Featured Articles

Edge exchangeable models for network data

Harry Crane and Walter Dempsey (2016).

Abstract

Exchangeable models for countable vertex-labeled graphs can- not replicate the large sample behaviors of sparsity and power law degree distribution observed in many network datasets. Out of this mathematical impossibility emerges the question of how network data can be modeled in a way that reflects known empirical behaviors and respects basic statistical principles. We address this question by observing that edges, not vertices, act as the statistical units in networks constructed from interaction data, making a theory of edge-labeled networks more natural for many applications. In this context we introduce the concept of edge exchangeability, which unlike its vertex exchangeable counterpart admits models for net- works with sparse and/or power law structure.
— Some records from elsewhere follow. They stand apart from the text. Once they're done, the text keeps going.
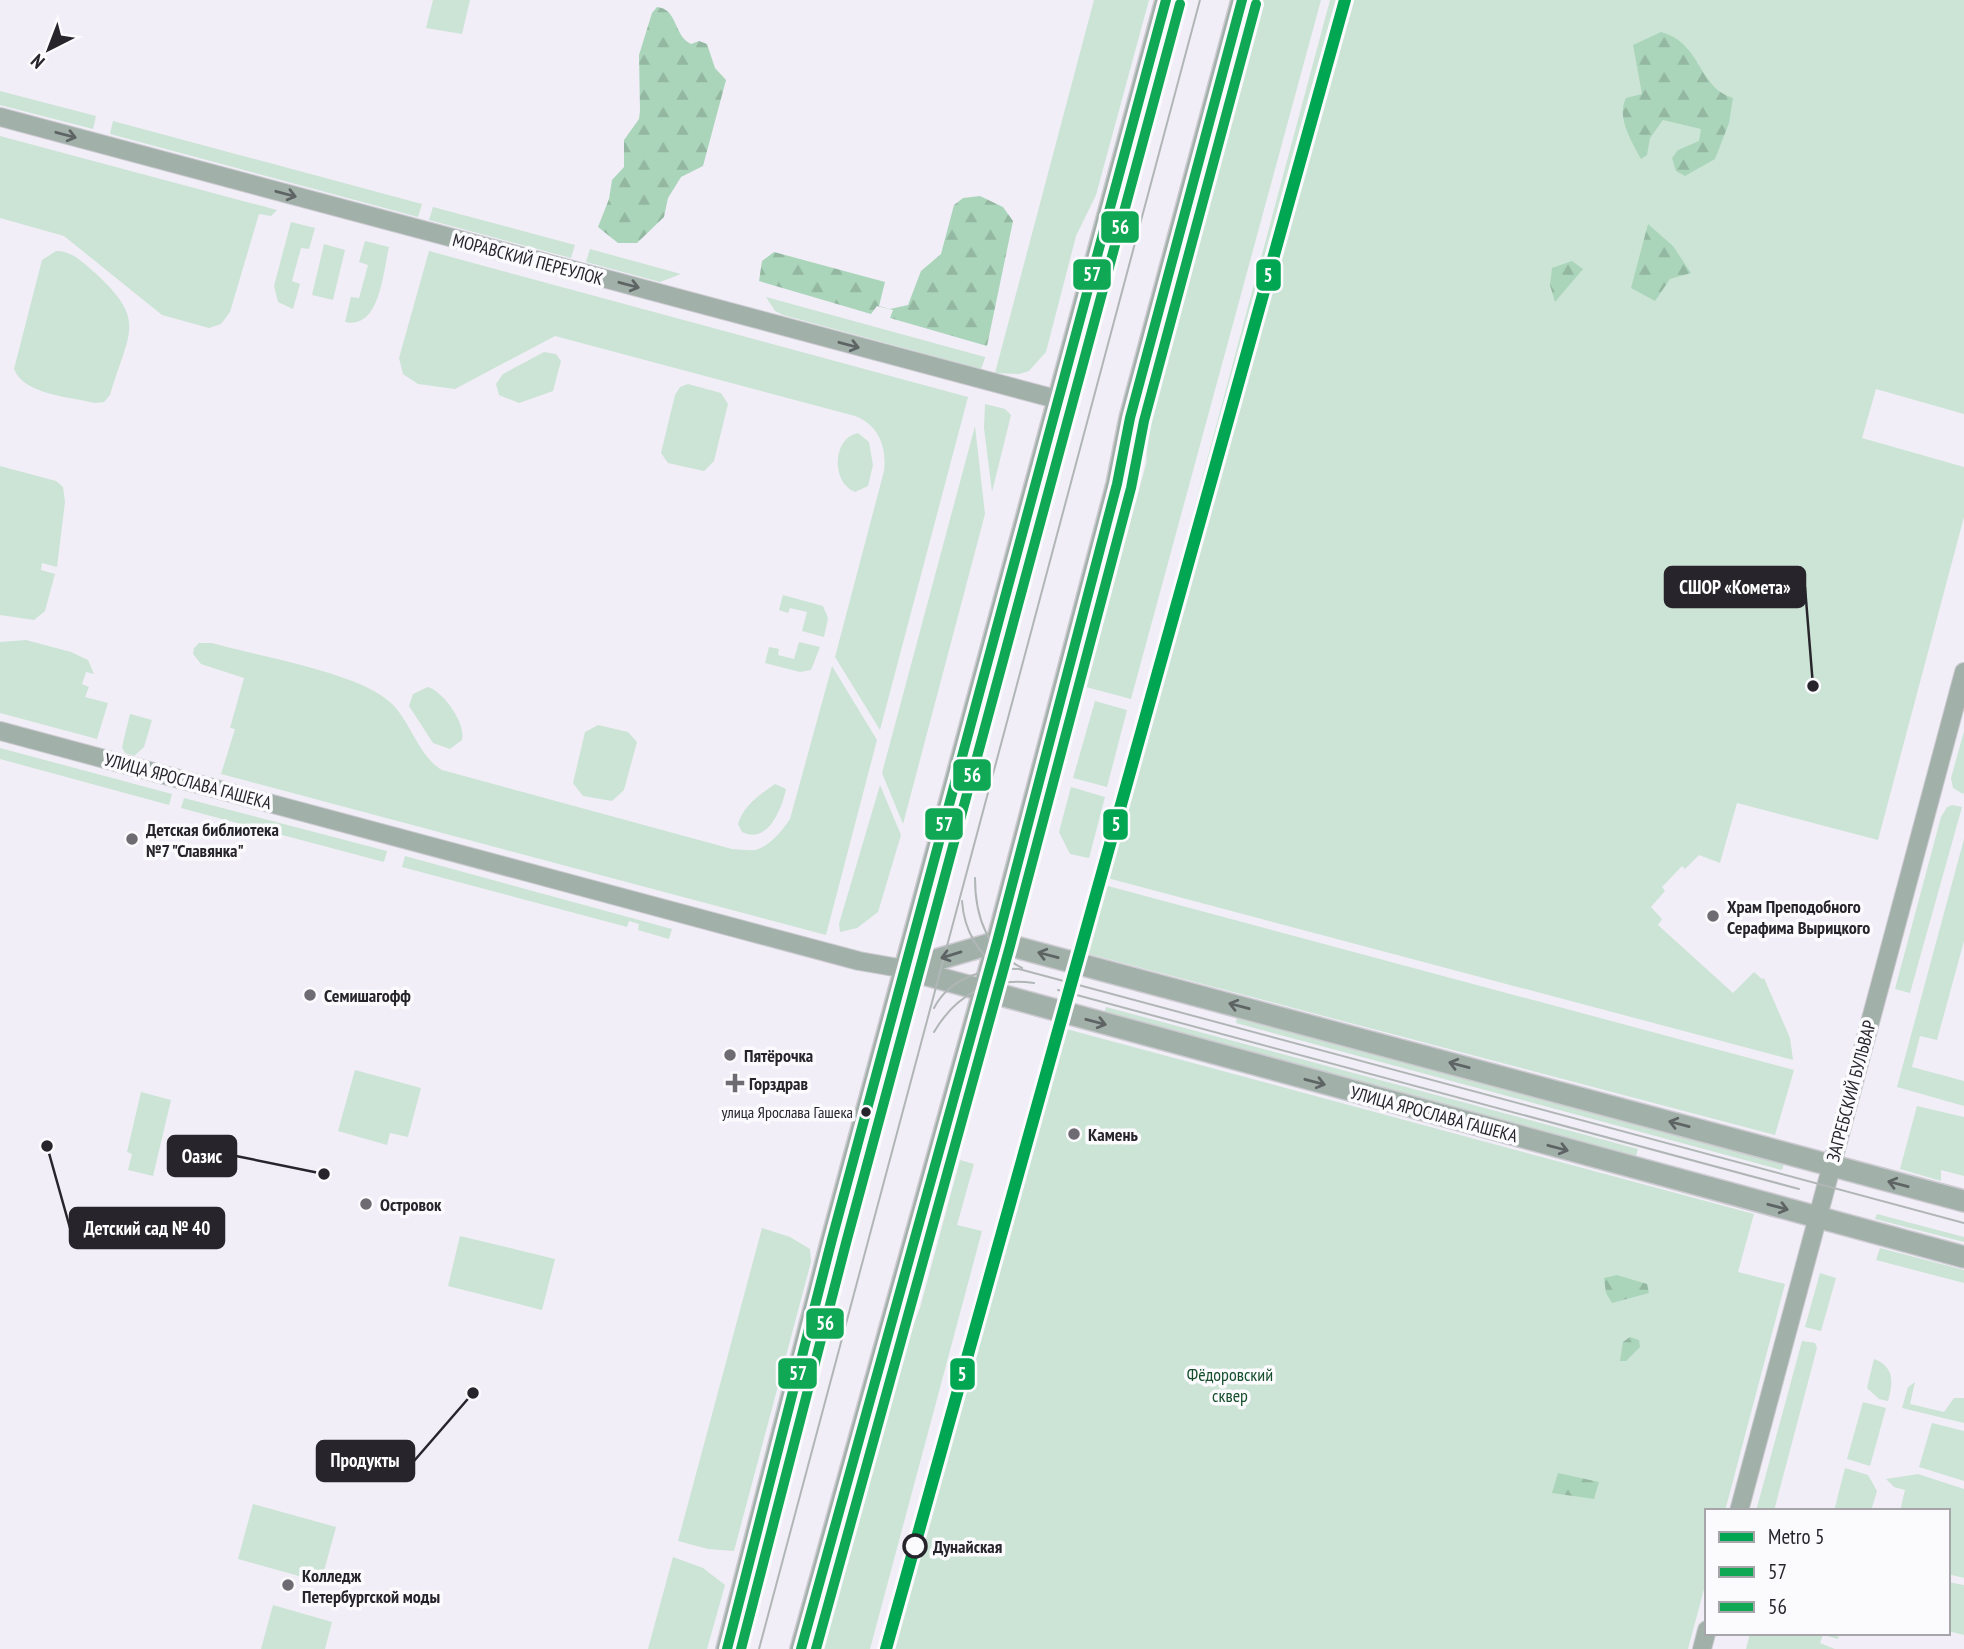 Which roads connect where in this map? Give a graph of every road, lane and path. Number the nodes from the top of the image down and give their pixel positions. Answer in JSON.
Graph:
{"nodes":[{"id":1,"x":1166,"y":0,"type":"edge"},
{"id":2,"x":1242,"y":0,"type":"edge"},
{"id":3,"x":0,"y":117,"type":"edge"},
{"id":4,"x":1056,"y":399,"type":"junction"},
{"id":5,"x":1964,"y":672,"type":"edge"},
{"id":6,"x":0,"y":731,"type":"edge"},
{"id":7,"x":997,"y":942,"type":"junction"},
{"id":8,"x":905,"y":969,"type":"junction"},
{"id":9,"x":983,"y":990,"type":"junction"},
{"id":10,"x":1832,"y":1165,"type":"junction"},
{"id":11,"x":1964,"y":1201,"type":"edge"},
{"id":12,"x":1817,"y":1218,"type":"junction"},
{"id":13,"x":1964,"y":1257,"type":"edge"},
{"id":14,"x":1740,"y":1509,"type":"edge"},
{"id":15,"x":727,"y":1649,"type":"edge"},
{"id":16,"x":801,"y":1649,"type":"edge"}],
"edges":[{"from":1,"to":4,"type":"street"},
{"from":2,"to":7,"type":"street"},
{"from":3,"to":4,"type":"street","name":"МОРАВСКИЙ ПЕРЕУЛОК","one_way":true},
{"from":4,"to":8,"type":"street"},
{"from":5,"to":10,"type":"street","name":"ЗАГРЕБСКИЙ БУЛЬВАР"},
{"from":6,"to":8,"type":"street","name":"УЛИЦА ЯРОСЛАВА ГАШЕКА"},
{"from":7,"to":8,"type":"street","name":"УЛИЦА ЯРОСЛАВА ГАШЕКА","one_way":true},
{"from":7,"to":9,"type":"street"},
{"from":10,"to":7,"type":"street","one_way":true},
{"from":8,"to":9,"type":"street","name":"УЛИЦА ЯРОСЛАВА ГАШЕКА"},
{"from":8,"to":15,"type":"street"},
{"from":9,"to":12,"type":"street","name":"УЛИЦА ЯРОСЛАВА ГАШЕКА","one_way":true},
{"from":9,"to":16,"type":"street"},
{"from":11,"to":10,"type":"street","one_way":true},
{"from":10,"to":12,"type":"street","name":"ЗАГРЕБСКИЙ БУЛЬВАР"},
{"from":12,"to":13,"type":"street","name":"УЛИЦА ЯРОСЛАВА ГАШЕКА"},
{"from":12,"to":14,"type":"street","name":"ЗАГРЕБСКИЙ БУЛЬВАР"}]}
Our characterization of edge exchangeable networks gives rise to a class of nonparametric models, akin to graphon models in the vertex exchangeable setting. Within this class, we identify a tractable family of distributions with a clear interpretation and suitable theoretical properties, whose significance in estimation, prediction, and testing we demonstrate.

A framework for statistical network modeling

Harry Crane and Walter Dempsey (2016).

Abstract

Basic principles of statistical inference are commonly violated in network data analysis. Under the current approach, it is often impossible to identify a model that accommodates known empirical behaviors, possesses crucial inferential properties, and accurately models the data generating process. In the absence of one or more of these properties, sensible inference from network data cannot be assured. Our proposed framework decomposes every network model into a (relatively) exchangeable data generating process and a sampling mechanism that relates observed data to the population network. This framework, which encompasses all models in current use as well as many new models, such as edge exchangeable models, that lie outside the existing paradigm, offers a sound context within which to develop theory and methods for network analysis.

Exchangeable graph-valued Feller processes

Harry Crane. (2017). Probability Theory and Related Fields, in press.

Abstract

The transition law of every exchangeable Feller process on the space of countable graphs is determined by a sigma-finite measure on the space of {0,1}x{0,1}-valued arrays. In discrete-time, this characterization amounts to a construction from an independent, identically distributed sequence of exchangeable random functions. In continuous-time, the behavior is enriched by a Levy--Ito-type decomposition of the jump measure into mutually singular components that govern global, vertex-level, and edge-level dynamics. Furthermore, every such process almost surely projects to a Feller process in the space of graph limits.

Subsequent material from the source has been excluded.